‘Borat: Subsequent Moviefilm’ Review

still from the film Borat: Subsequent Moviefilm

Sacha Baron Cohen picked the wrong time to start caring. More than anything else it is astounding how Borat: Subsequent Moviefilm plays out like an apology for the original. While it pretends at being a cutting satire of the current American political moment, it is entirely unable to escape its own shadow.

I’m old enough to vaguely remember the criticisms back in 2006, though I can’t fully say to what extent they were levelled in good faith. Mostly concern felt levelled at the representation of Kazakhstan (and Romania, the filming location), the persona of Borat himself, and the fear of that there could be people out there — always less perceptive than the commentator — who would take what they were seeing at face value.

What we get in response is one and a half hours of softening. A movie that outlines its intent, underlines its conflict, and invites the audience always to question the magic trick that perpetuates its heart: how did this get filmed?

There’s something formulaic about how we enter each scene. Rarely are we presented with a stage for some steadily evolving chaos, instead everything feels neat. We get a setup (teenager stumbles into meeting of Republican women) and a punchline (she gives a speech about the joys of masturbation) and then we cut away. No shock, no outrage, just minor discomfort and an incitement to move on.

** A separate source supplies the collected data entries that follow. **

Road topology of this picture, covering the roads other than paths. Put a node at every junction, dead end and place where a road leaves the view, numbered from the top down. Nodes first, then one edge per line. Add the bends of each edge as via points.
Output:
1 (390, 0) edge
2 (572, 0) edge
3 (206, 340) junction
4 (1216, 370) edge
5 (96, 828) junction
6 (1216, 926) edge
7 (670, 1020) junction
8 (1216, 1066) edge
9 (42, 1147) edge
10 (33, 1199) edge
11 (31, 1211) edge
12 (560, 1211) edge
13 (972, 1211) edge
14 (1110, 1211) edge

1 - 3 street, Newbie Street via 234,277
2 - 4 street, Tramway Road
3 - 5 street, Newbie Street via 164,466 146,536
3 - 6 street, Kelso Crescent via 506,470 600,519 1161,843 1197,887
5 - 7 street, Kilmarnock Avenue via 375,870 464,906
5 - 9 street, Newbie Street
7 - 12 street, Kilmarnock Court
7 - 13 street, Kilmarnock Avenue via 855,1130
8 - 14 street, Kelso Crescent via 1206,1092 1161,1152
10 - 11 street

Maybe people are simply more wary around cameras then they were a decade and a half ago. Borat’s charmlessness and guilelessness once set people at ease, created avenues for them to express some kinda truth about themselves. That’s obviously no longer the case. Instead the film concerns itself with the inner truth of Borat — revealing a character who is plagued with insecurity and self doubt.

One wonders who this is for? Who really cares for Borat as a person? It feels desperately like there’s ego present, the film is bisected, Borat’s personal drama sits off to one side and Cohen’s stunts line the other during which he adopts all manner of disguises and personas. He is still Borat in these, but in name only. It’s hard to get invested when our hero feels more like a tool to be picked up and discarded whenever convenient.

It’s odd that this film has villains. The first one never did, it looked upon America with clear eyes and gave people a chance to expose themselves. This one is all attack, so flounders when its targets respond with less confrontation than they are approached with. The overwhelming sense is that society is basically fine, that those in charge are an abberation, that sexism is in general bad but mainly perpetrated by the types of older conservative white men whose ability to control power is personal and individualised.

It’s so at odds with what the world is. It believes that catching Rudy Guilani with his hands in his pants will do anything or mean anything, and thinks that the best way to respond in the moment is with a lingerie wearing man to bust down the door and cause a scene.

All of its energy is in the wrong place, it entirely lacks focus, it’s the kinda film that thinks making fun of a sugar baby is more cutting than critiquing the economic realities that make that lifestyle seem attractive.

Maybe we get the film that we deserve for the times we’re in. For all its strengths Borat feels painfully 2006, here the hindsight isn’t even necessary — it’s very 2020, just not in a good way. The funniest joke in the whole thing is at the end when it tells the audience to go vote.